Robert Lawrence, economista e professor, critica a ideia de Donald Trump de revitalizar a manufatura nos EUA como forma de melhorar a economia. Ele afirma que o futuro do crescimento está na produtividade dos serviços e na tecnologia, não na indústria. Lawrence explica que apenas 8,5% dos trabalhadores americanos estão na manufatura e mesmo que esse número aumentasse, ainda seria uma fração pequena da economia. Ele destaca que a economia dos EUA mudou para setores como serviços e inovação, e que tentar ressuscitar a manufatura é uma visão ultrapassada. Além disso, as tarifas impostas por Trump podem prejudicar as empresas americanas, aumentando custos e incertezas. Embora a manufatura ainda seja importante em áreas como veículos elétricos e tecnologia, não é mais a principal fonte de empregos. O foco deve ser em como usar tecnologias modernas para melhorar a produtividade em setores de serviços, como saúde e educação. Lawrence também menciona que o Brasil tem potencial em setores como agricultura e mineração, mas enfrenta desafios políticos e geopolíticos que limitam sua influência no comércio global. Ele alerta que o enfraquecimento do sistema de comércio multilateral pode ser prejudicial para países exportadores de commodities, como o Brasil, e que a postura isolacionista dos EUA pode levar a um isolamento econômico.

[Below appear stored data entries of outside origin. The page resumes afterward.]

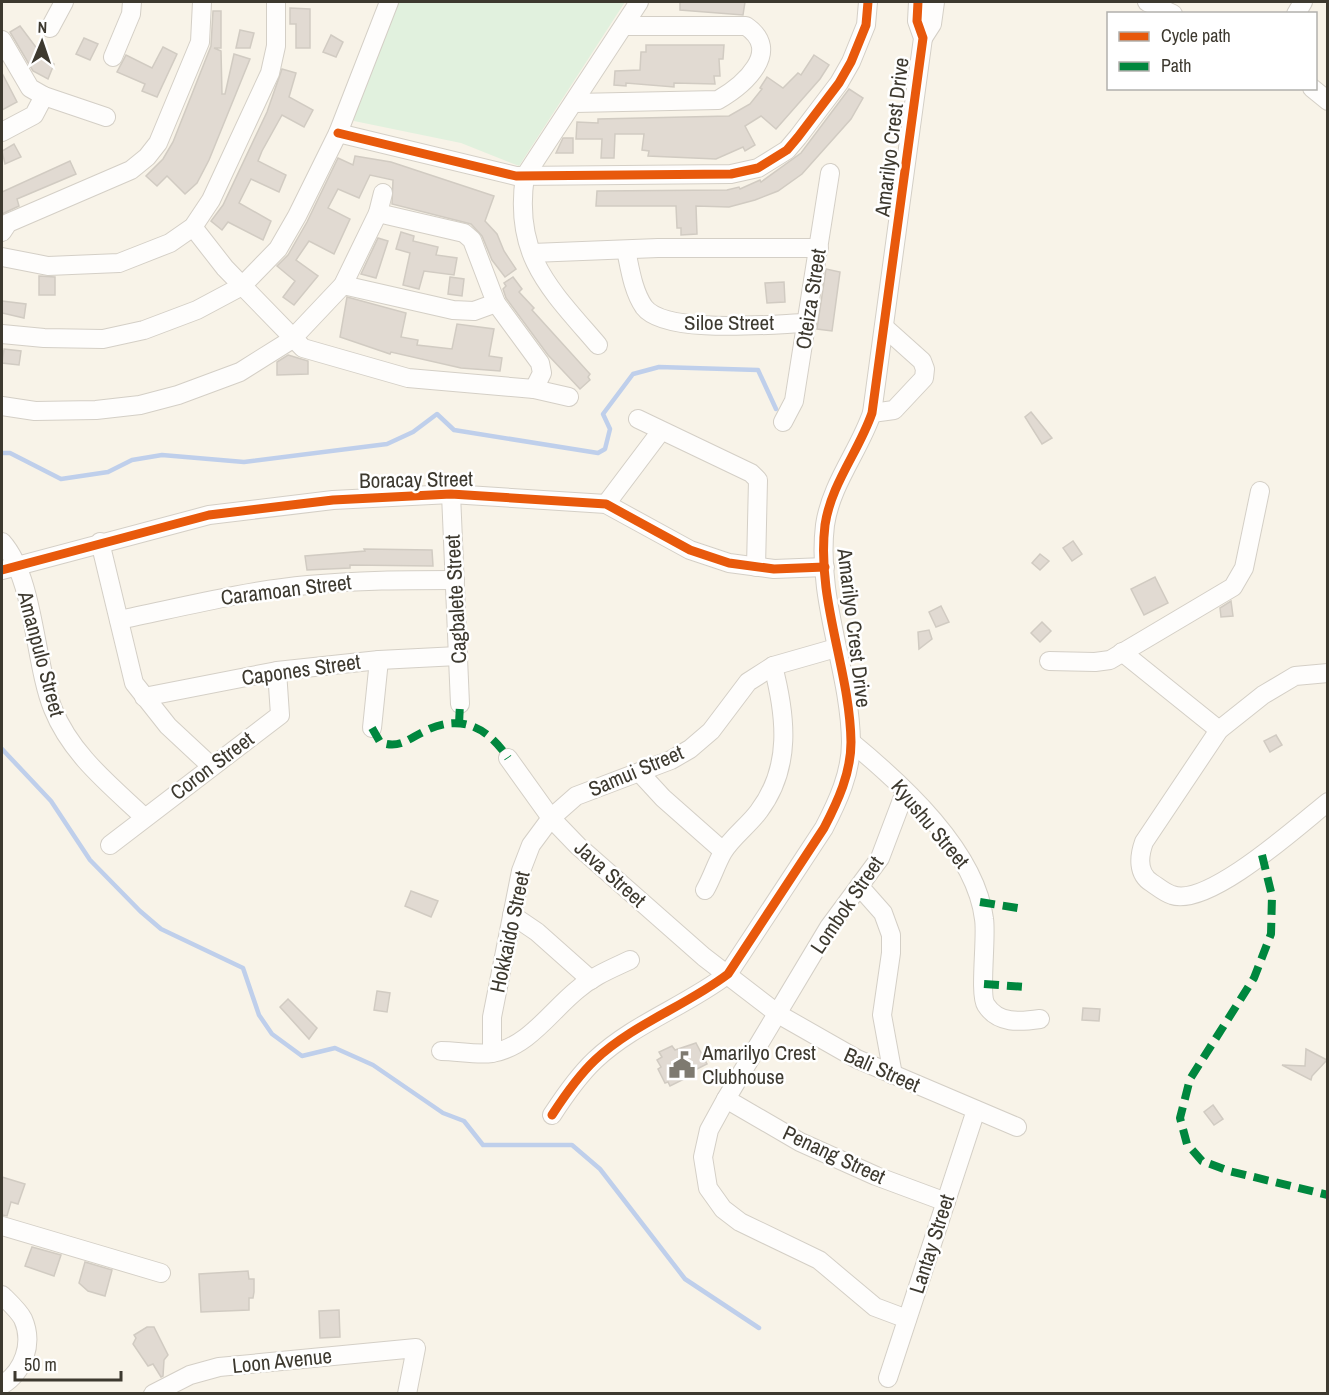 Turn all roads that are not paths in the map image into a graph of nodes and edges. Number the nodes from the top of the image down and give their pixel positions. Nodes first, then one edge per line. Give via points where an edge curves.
1 (64, 2) edge
2 (132, 2) edge
3 (202, 2) edge
4 (276, 2) edge
5 (389, 2) edge
6 (639, 2) edge
7 (868, 2) edge
8 (918, 2) edge
9 (935, 2) edge
10 (1147, 2) edge
11 (1169, 12) edge
12 (625, 26) junction
13 (50, 28) dead end
14 (922, 38) junction
15 (4, 49) edge
16 (113, 57) dead end
17 (1314, 90) edge
18 (44, 96) junction
19 (1328, 101) edge
20 (575, 103) junction
21 (106, 117) dead end
22 (2, 132) edge
23 (338, 133) junction
24 (831, 173) dead end
25 (525, 177) junction
26 (383, 193) dead end
27 (378, 213) junction
28 (193, 227) junction
29 (2, 232) edge
30 (819, 248) junction
31 (626, 250) junction
32 (532, 253) junction
33 (2, 257) edge
34 (343, 285) junction
35 (242, 286) junction
36 (496, 303) junction
37 (807, 323) junction
38 (884, 327) junction
39 (2, 334) edge
40 (291, 340) junction
41 (598, 345) dead end
42 (534, 389) junction
43 (569, 397) dead end
44 (2, 406) edge
45 (873, 413) junction
46 (638, 419) dead end
47 (783, 422) dead end
48 (661, 431) junction
49 (1260, 491) dead end
50 (451, 494) junction
51 (606, 504) junction
52 (2, 542) edge
53 (100, 543) junction
54 (756, 567) junction
55 (825, 567) junction
56 (9, 568) edge
57 (454, 580) junction
58 (119, 620) junction
59 (836, 648) junction
60 (1122, 652) junction
61 (458, 656) junction
62 (379, 660) junction
63 (1049, 661) dead end
64 (773, 666) junction
65 (277, 671) junction
66 (1328, 673) edge
67 (144, 697) junction
68 (460, 704) dead end
69 (372, 728) dead end
70 (1219, 730) junction
71 (851, 742) junction
72 (508, 758) dead end
73 (211, 766) junction
74 (640, 773) junction
75 (905, 792) junction
76 (1328, 802) edge
77 (144, 817) junction
78 (551, 818) junction
79 (110, 845) dead end
80 (723, 851) junction
81 (860, 887) junction
82 (705, 890) dead end
83 (512, 915) junction
84 (630, 960) dead end
85 (728, 974) junction
86 (591, 980) junction
87 (778, 1014) junction
88 (1040, 1019) dead end
89 (441, 1050) dead end
90 (492, 1053) junction
91 (892, 1075) junction
92 (726, 1099) junction
93 (976, 1110) junction
94 (552, 1115) dead end
95 (1017, 1127) dead end
96 (946, 1202) junction
97 (2, 1226) edge
98 (161, 1273) dead end
99 (2, 1294) edge
100 (907, 1319) junction
101 (888, 1378) dead end
102 (2, 1385) edge
103 (153, 1394) edge
104 (407, 1394) edge

1 - 13 street
2 - 16 street
3 - 29 street via 200,42 158,143 147,157 131,170 8,223
4 - 28 street via 276,46 270,73 212,200
5 - 23 street
6 - 12 street
7 - 25 street via 866,26 839,83 787,150 758,168 731,174
8 - 14 street, Amarilyo Crest Drive via 917,21
9 - 14 street, Amarilyo Crest Drive via 933,24
10 - 11 street
12 - 20 street
12 - 20 street via 746,26 757,33 762,57 736,89 718,100
14 - 38 street, Amarilyo Crest Drive
15 - 18 street via 30,88
17 - 19 street
18 - 21 street
18 - 22 street via 34,114
20 - 25 street
23 - 25 street
23 - 35 street via 278,249
24 - 30 street, Oteiza Street
25 - 32 street via 522,226
26 - 27 street
27 - 34 street
27 - 36 street via 464,233 477,250
28 - 33 street via 170,243 119,263 48,266
28 - 35 street
30 - 31 street
30 - 37 street, Oteiza Street
31 - 32 street
31 - 37 street, Siloe Street via 635,289 645,308 660,320 681,325
32 - 41 street via 547,282
34 - 36 street via 453,310 474,310
34 - 40 street
35 - 39 street via 197,310 144,330 103,339
35 - 40 street
36 - 42 street via 540,363 542,373
37 - 47 street, Oteiza Street via 794,401
38 - 45 street, Amarilyo Crest Drive
38 - 45 street via 922,361 924,378 894,410
40 - 42 street via 318,354 408,378
40 - 44 street via 240,372 140,405 35,411
42 - 43 street
45 - 55 street, Amarilyo Crest Drive via 833,496 825,525
46 - 48 street
48 - 51 street
48 - 54 street via 758,480
49 - 60 street via 1244,567 1233,588
50 - 51 street, Boracay Street
50 - 53 street, Boracay Street via 333,500 209,515
50 - 57 street, Cagbalete Street
51 - 54 street, Boracay Street via 690,550
52 - 56 street, Amanpulo Street
53 - 56 street, Boracay Street
53 - 58 street
54 - 55 street, Boracay Street
55 - 59 street, Amarilyo Crest Drive
56 - 77 street, Amanpulo Street via 63,731 80,756
57 - 58 street, Caramoan Street via 362,580 306,585 237,594
57 - 61 street, Cagbalete Street
58 - 67 street via 135,683
59 - 64 street, Samui Street
59 - 71 street, Amarilyo Crest Drive
60 - 63 street via 1110,660 1095,662
60 - 70 street
61 - 62 street, Capones Street
61 - 68 street, Cagbalete Street
62 - 65 street, Capones Street
62 - 69 street
64 - 74 street, Samui Street via 748,682 711,731 690,750
64 - 80 street via 785,726 784,754 773,790 759,812
65 - 67 street, Capones Street
65 - 73 street, Coron Street via 280,715
66 - 70 street via 1295,676 1263,695
67 - 73 street
70 - 76 street via 1144,842 1138,858 1146,879 1173,896 1202,893 1262,855
71 - 75 street, Kyushu Street
71 - 85 street, Amarilyo Crest Drive via 847,774 836,804
72 - 78 street, Java Street
73 - 77 street, Coron Street
74 - 78 street, Samui Street via 576,796
74 - 80 street
75 - 81 street, Lombok Street via 880,858
75 - 88 street, Kyushu Street via 973,876 984,918 984,1003 992,1014 1015,1023
77 - 79 street, Coron Street
78 - 83 street, Hokkaido Street via 524,862
78 - 85 street, Java Street via 578,846
80 - 82 street
81 - 87 street, Lombok Street via 829,927
81 - 91 street via 883,914 891,935 882,1015
83 - 86 street
83 - 90 street, Hokkaido Street via 492,1017
84 - 86 street
85 - 87 street, Bali Street
85 - 94 street, Amarilyo Crest Drive via 597,1058 574,1082
86 - 90 street via 514,1046
87 - 91 street, Bali Street via 832,1047
87 - 92 street, Lombok Street
89 - 90 street
91 - 93 street, Bali Street
92 - 96 street, Penang Street via 800,1142
92 - 100 street, Lombok Street via 709,1130 703,1157 708,1188 723,1209 740,1222 819,1260 875,1307
93 - 95 street, Bali Street
93 - 96 street, Lantay Street
96 - 100 street, Lantay Street
97 - 98 street
99 - 102 street via 23,1318 28,1338 26,1354 14,1377
100 - 101 street, Lantay Street
103 - 104 street, Loon Avenue via 190,1375 219,1367 416,1348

Robert Lawrence, professor da Harvard Kennedy School, critica a estratégia de revitalização da manufatura proposta pelo ex-presidente Donald Trump. Em entrevista à revista Veja, ele afirma que essa abordagem é ultrapassada e que o futuro econômico dos Estados Unidos reside na produtividade do setor de serviços e na tecnologia.
Lawrence, que também é pesquisador sênior do Peterson Institute for International Economics, destaca que apenas 8,5% da força de trabalho americana está empregada na indústria de manufatura. Mesmo que Trump conseguisse aumentar essa participação para 10%, isso ainda representaria uma fração pequena da economia. Ele argumenta que a economia dos EUA evoluiu para setores como serviços e tecnologia, e insistir na manufatura ignora essa transformação.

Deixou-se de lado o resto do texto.